There seems to be quite a bit of difficulty, certainly hand wringing, in defining just what is videoblogging (just read the thread here for a sampler of how a little knowledge can be a dangerous thing). One of those moments when it seems reasonably easy to know it when we do it, but quite hard if we look closely and try to develop a clear, empirical definition. Some of the terminology is just plain sloppy, for example in the way that the term ‘television’ gets bandied around. Hence videoblogging is sometimes described as what you don’t see on tv, or some sort of alternative practice to television and so on. Not interested in pursuing that particular question right now. But I do think we need to be reminded just what television as a term means. Television in this sense is the combination of a production practice (professional, amateur, generally guild based, often relies on commissions and co-productions, etc), broadcasting via institutions known as television stations or channels (which regularly form networks), and reception into generally domestic spaces via a television set (which is a receiver). This is television.
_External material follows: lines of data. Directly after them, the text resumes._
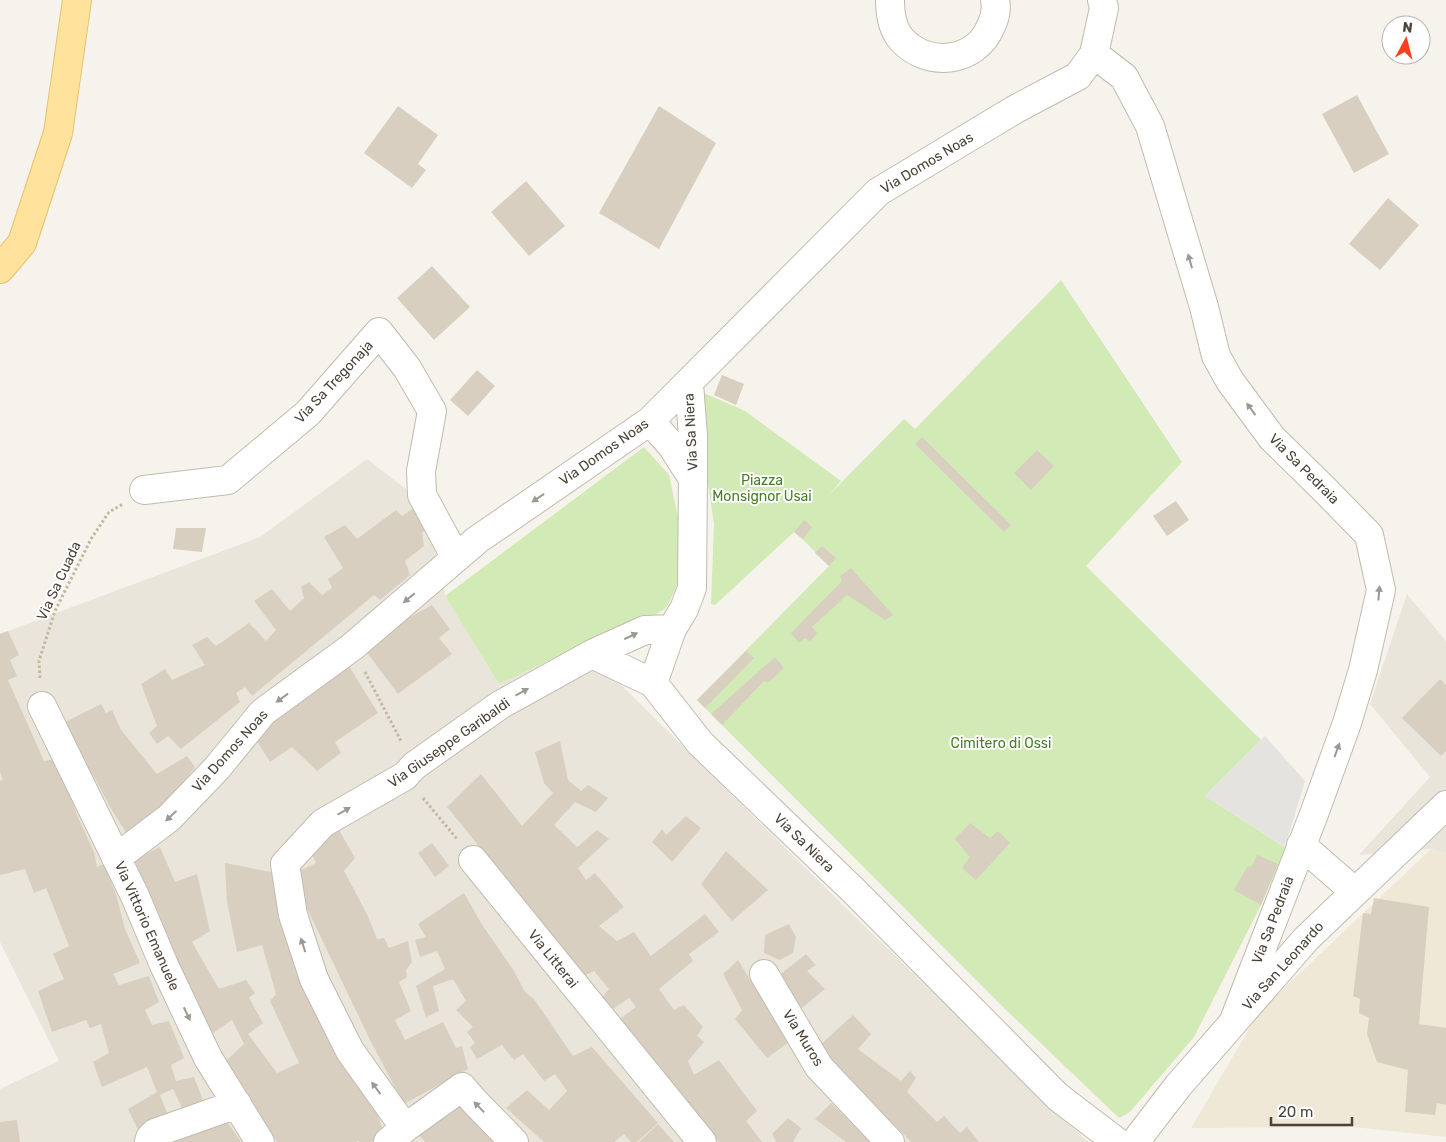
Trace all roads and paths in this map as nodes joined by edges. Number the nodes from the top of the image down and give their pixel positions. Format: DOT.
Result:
graph roads {
  1 [pos="77,0"];
  2 [pos="890,0"];
  3 [pos="995,0"];
  4 [pos="1102,0"];
  5 [pos="1094,54"];
  6 [pos="0,270"];
  7 [pos="689,384"];
  8 [pos="650,422"];
  9 [pos="693,479"];
  10 [pos="144,490"];
  11 [pos="456,558"];
  12 [pos="672,629"];
  13 [pos="352,647"];
  14 [pos="592,654"];
  15 [pos="653,683"];
  16 [pos="42,706"];
  17 [pos="410,771"];
  18 [pos="1446,804"];
  19 [pos="1302,845"];
  20 [pos="116,858"];
  21 [pos="473,860"];
  22 [pos="1354,891"];
  23 [pos="764,974"];
  24 [pos="1233,1023"];
  25 [pos="237,1104"];
  26 [pos="397,1135"];
  27 [pos="149,1142"];
  28 [pos="260,1142"];
  29 [pos="514,1142"];
  30 [pos="702,1142"];
  31 [pos="890,1142"];
  32 [pos="1117,1142"];
  33 [pos="1135,1142"];
  1 -- 6 [label="main road"];
  2 -- 3 [label="street"];
  4 -- 5 [label="street"];
  5 -- 7 [label="street, Via Domos Noas"];
  19 -- 5 [label="street, Via Sa Pedraia, one-way"];
  7 -- 8 [label="street, Via Domos Noas"];
  7 -- 9 [label="street, Via Sa Niera"];
  8 -- 9 [label="street, Via Sa Niera"];
  8 -- 11 [label="street, Via Domos Noas, one-way"];
  9 -- 12 [label="street, Via Sa Niera"];
  10 -- 11 [label="street, Via Sa Tregonaja"];
  10 -- 16 [label="path, Via Sa Cuada"];
  11 -- 13 [label="street, Via Domos Noas, one-way"];
  14 -- 12 [label="street, Via Giuseppe Garibaldi, one-way"];
  12 -- 15 [label="street, Via Sa Niera"];
  13 -- 17 [label="path"];
  13 -- 20 [label="street, Via Domos Noas, one-way"];
  14 -- 15 [label="street"];
  17 -- 14 [label="street, Via Giuseppe Garibaldi, one-way"];
  15 -- 32 [label="street, Via Sa Niera"];
  16 -- 20 [label="street, Via Vittorio Emanuele"];
  17 -- 21 [label="path"];
  26 -- 17 [label="street, Via Giuseppe Garibaldi, one-way"];
  18 -- 22 [label="street, Via San Leonardo"];
  19 -- 22 [label="street"];
  19 -- 24 [label="street, Via Sa Pedraia"];
  20 -- 25 [label="street, Via Vittorio Emanuele, one-way"];
  21 -- 30 [label="street, Via Litterai"];
  22 -- 24 [label="street, Via San Leonardo"];
  23 -- 31 [label="street, Via Muros"];
  24 -- 33 [label="street, Via San Leonardo"];
  25 -- 27 [label="street"];
  25 -- 28 [label="street, Via Vittorio Emanuele"];
  29 -- 26 [label="street, one-way"];
}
In these terms, when I watch a DVD on my television I’m not watching ‘television’, I’m watching a DVD (which might be home movie, a tv show, or a movie). Similarly I can now use my television to play console games, interactive DVD games, or even watch an interactive DEV. Same when I’m watching a video. It gets grey when I record a show to timeshift it, where it would seem to be a bit of television and a bit of something else. But the very simple point is that just because something appears on your television it doesn’t make it television. Television is the complex assemblage of production, distribution and consumption.
Now, if a video blog (specifically its video content) is broadcast through this apparatus, it is television. There’s no ifs or buts about that. Which is why content based definitions of what a videoblog is don’t work since it is the fact of broadcast and reception that constitutes television, not what is chosen to be broadcast and received.
(That doesn’t quite work does it? That should be more like, if you could take your videoblog content and broadcast it via television, and nothing, qualitatively has changed, then I’d suggest you’re not videoblogging, it is television. For just as not all that appears on TV is TV, it also follows that the televisual can appear elsewhere to the domestic television receiver.
Which also means that trying to define videoblogging on the basis of content is similarly problematic. Blogging (as an obvious relative) is less defined by content than by a particular style, and a series of technical (formal) requirements. This is good. A book is similarly defined (serial pages, bound and contained within a cover), as is film (serial sound/image on a linear substrate that is played through a projection device).